At the confluence of food safety and marketing, blue raspberry was born.
In the natural world, no raspberry is anywhere close to the electric blue shade of “blue raspberry.” Most raspberries are red but there are some blue-ish raspberries. The white bark raspberry, native to western North America, is a very dark shade of blue, nearly black. So why do we have the flavor and color of blue raspberry?
Red Number 2
In the 1950s there was a growing movement in the U.S. to ensure the safety of food and food additives. There was increasing doubt over the safety of the food dye Red No 2 (which at the time was made from coal tar). Food companies could capitalize off of this concern if another color was used.
It was during this time that the Gold Medal company of Cincinnati introduced a new flavor of blue raspberry cotton candy. Blue raspberry’s popularity grew but things really took off when Icee introduced their blue raspberry flavored frozen drink in the early ‘70s. The competition between blue raspberry and red flavored candies/drinks was taken to a new level in 1976 when Red No 2 was banned in the United States because it was potentially carcinogenic. Simple put, at the time, Blue No 1 was safer to consume than Red No 2.

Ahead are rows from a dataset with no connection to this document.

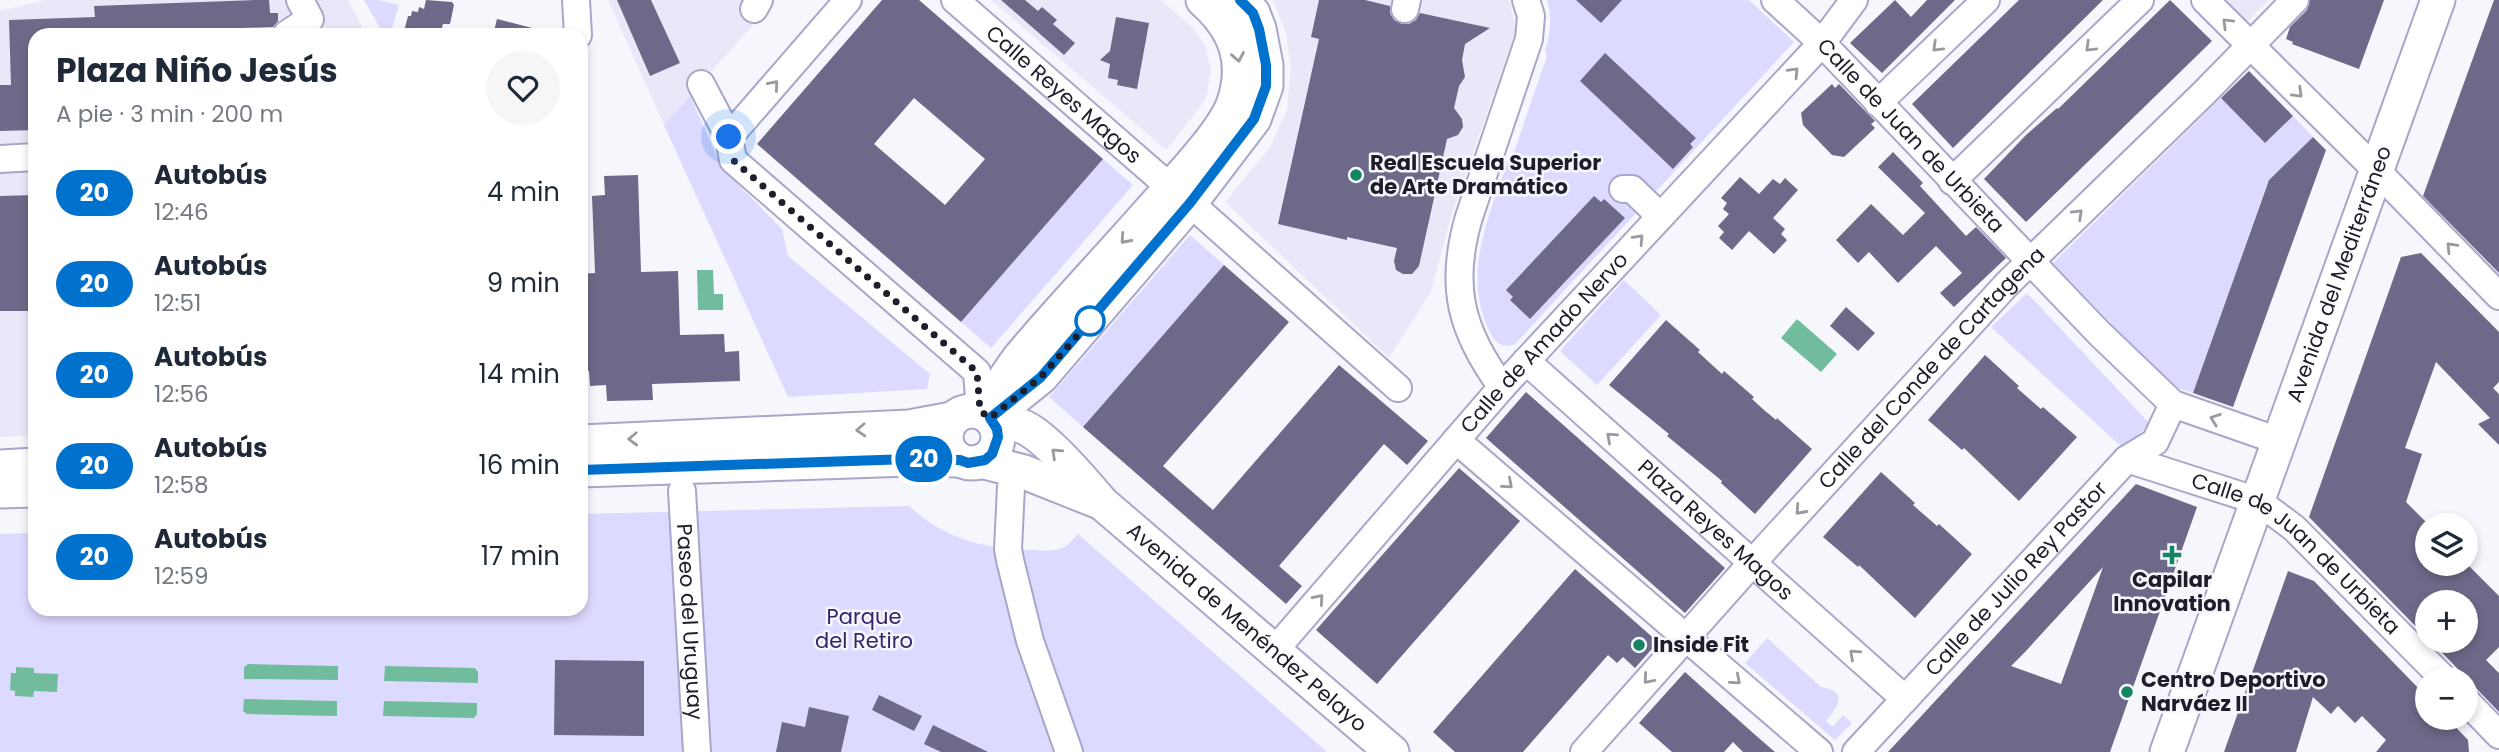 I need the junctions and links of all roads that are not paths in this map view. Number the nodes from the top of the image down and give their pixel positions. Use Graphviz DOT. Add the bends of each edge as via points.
graph roads {
  1 [pos="300,0"];
  2 [pos="576,0"];
  3 [pos="848,0"];
  4 [pos="955,0"];
  5 [pos="1203,0"];
  6 [pos="1526,0"];
  7 [pos="1775,0"];
  8 [pos="1854,0"];
  9 [pos="1986,0"];
  10 [pos="2140,0"];
  11 [pos="2205,0"];
  12 [pos="2295,0"];
  13 [pos="2438,0"];
  14 [pos="1254,4"];
  15 [pos="296,28"];
  16 [pos="578,28"];
  17 [pos="1822,43"];
  18 [pos="2249,45"];
  19 [pos="701,84"];
  20 [pos="1878,103"];
  21 [pos="729,137"];
  22 [pos="28,157"];
  23 [pos="0,159"];
  24 [pos="2376,170"];
  25 [pos="1952,181"];
  26 [pos="1623,189"];
  27 [pos="1180,195"];
  28 [pos="1660,216"];
  29 [pos="2029,262"];
  30 [pos="2499,296"];
  31 [pos="1526,361"];
  32 [pos="1502,387"];
  33 [pos="1398,388"];
  34 [pos="2173,404"];
  35 [pos="980,416"];
  36 [pos="1456,440"];
  37 [pos="2279,441"];
  38 [pos="588,442"];
  39 [pos="2127,459"];
  40 [pos="970,461"];
  41 [pos="28,465"];
  42 [pos="0,467"];
  43 [pos="588,470"];
  44 [pos="1011,487"];
  45 [pos="28,490"];
  46 [pos="0,491"];
  47 [pos="682,491"];
  48 [pos="2258,501"];
  49 [pos="1102,503"];
  50 [pos="2241,549"];
  51 [pos="1752,563"];
  52 [pos="1686,637"];
  53 [pos="1274,650"];
  54 [pos="2432,667"];
  55 [pos="1905,699"];
  56 [pos="2478,713"];
  57 [pos="2499,734"];
  58 [pos="697,752"];
  59 [pos="1069,752"];
  60 [pos="1392,752"];
  61 [pos="1584,752"];
  62 [pos="1819,752"];
  63 [pos="1856,752"];
  64 [pos="2143,752"];
  65 [pos="2167,752"];
  66 [pos="2188,752"];
  1 -- 15 [label="street" via="310,19"];
  2 -- 16 [label="street"];
  21 -- 3 [label="street, one-way"];
  4 -- 27 [label="street, Calle Reyes Magos"];
  5 -- 27 [label="main road, one-way" via="1233,37 1240,69 1232,107"];
  6 -- 32 [label="street" via="1530,39 1462,240 1458,269 1466,321 1486,366"];
  7 -- 17 [label="street, Calle de Juan de Urbieta"];
  8 -- 17 [label="street, Calle de Amado Nervo"];
  9 -- 20 [label="street, one-way"];
  10 -- 25 [label="street, one-way"];
  18 -- 11 [label="street, one-way"];
  12 -- 18 [label="street, Calle del Conde de Cartagena"];
  13 -- 24 [label="main road, Avenida del Mediterráneo"];
  14 -- 27 [label="main road" via="1266,65 1261,103 1254,119"];
  17 -- 20 [label="street, Calle de Juan de Urbieta"];
  28 -- 17 [label="street, Calle de Amado Nervo, one-way"];
  18 -- 24 [label="street, one-way"];
  29 -- 18 [label="street, Calle del Conde de Cartagena, one-way"];
  19 -- 21 [label="street"];
  20 -- 25 [label="street, Calle de Juan de Urbieta"];
  21 -- 35 [label="street" via="733,160 977,372"];
  22 -- 23 [label="street"];
  30 -- 24 [label="street, one-way"];
  24 -- 37 [label="main road, Avenida del Mediterráneo"];
  25 -- 29 [label="street, Calle de Juan de Urbieta"];
  26 -- 28 [label="street" via="1632,189"];
  27 -- 33 [label="street, Calle Reyes Magos"];
  27 -- 35 [label="main road" via="1041,377"];
  31 -- 28 [label="street, Calle de Amado Nervo, one-way"];
  29 -- 34 [label="street, Calle de Juan de Urbieta"];
  29 -- 51 [label="street, Calle del Conde de Cartagena, one-way"];
  31 -- 32 [label="street, Calle de Amado Nervo"];
  51 -- 31 [label="street, Plaza Reyes Magos, one-way"];
  32 -- 36 [label="street, Calle de Amado Nervo"];
  37 -- 34 [label="street, Calle de Juan de Urbieta, one-way"];
  34 -- 39 [label="street, Calle de Julio Rey Pastor" via="2155,442"];
  35 -- 38 [label="main road, Avenida de Menéndez Pelayo, one-way" via="909,427"];
  35 -- 40 [label="main road" via="998,437 996,446 992,454"];
  35 -- 40 [label="main road" via="946,430 947,447"];
  49 -- 35 [label="main road, Avenida de Menéndez Pelayo, one-way" via="1077,472 1024,427"];
  36 -- 52 [label="street, one-way"];
  53 -- 36 [label="street, Calle de Amado Nervo, one-way"];
  37 -- 48 [label="main road, Avenida del Mediterráneo"];
  39 -- 48 [label="street, Calle de Juan de Urbieta"];
  39 -- 55 [label="street, Calle de Julio Rey Pastor"];
  40 -- 43 [label="main road, Avenida de Menéndez Pelayo" via="896,459"];
  40 -- 49 [label="main road, Avenida de Menéndez Pelayo" via="1032,475"];
  41 -- 42 [label="main road"];
  44 -- 59 [label="street" via="1008,549 1030,641"];
  45 -- 46 [label="main road"];
  47 -- 58 [label="street, Paseo del Uruguay"];
  48 -- 50 [label="main road, Avenida del Mediterráneo"];
  48 -- 54 [label="street, Calle de Juan de Urbieta" via="2294,528"];
  49 -- 53 [label="main road, Avenida de Menéndez Pelayo"];
  50 -- 64 [label="main road, Avenida del Mediterráneo" via="2183,642"];
  50 -- 65 [label="main road, Avenida del Mediterráneo"];
  50 -- 66 [label="main road, Avenida del Mediterráneo" via="2219,666"];
  51 -- 52 [label="street, Calle del Conde de Cartagena"];
  55 -- 51 [label="street, Plaza Reyes Magos, one-way"];
  52 -- 61 [label="street, Calle del Conde de Cartagena, one-way"];
  52 -- 62 [label="street, one-way"];
  53 -- 60 [label="main road, Avenida de Menéndez Pelayo"];
  55 -- 63 [label="street, Calle de Julio Rey Pastor"];
  56 -- 57 [label="street"];
}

To mimic real life, food companies then and now use the color red for lots of flavors: cherry, apple, cinnamon, watermelon, cranberry, etc. It’s a crowded space. However, there are not many foods that are naturally blue, which as a marketing opportunity was very attractive. Blue was a way to set raspberry apart from the other flavors. This is similar to why pink lemonade exists: lemonade isn’t pink, but it’s a bright color that stands out from the crowd. Blue raspberry had the color all to itself for a long time which was marketing gold.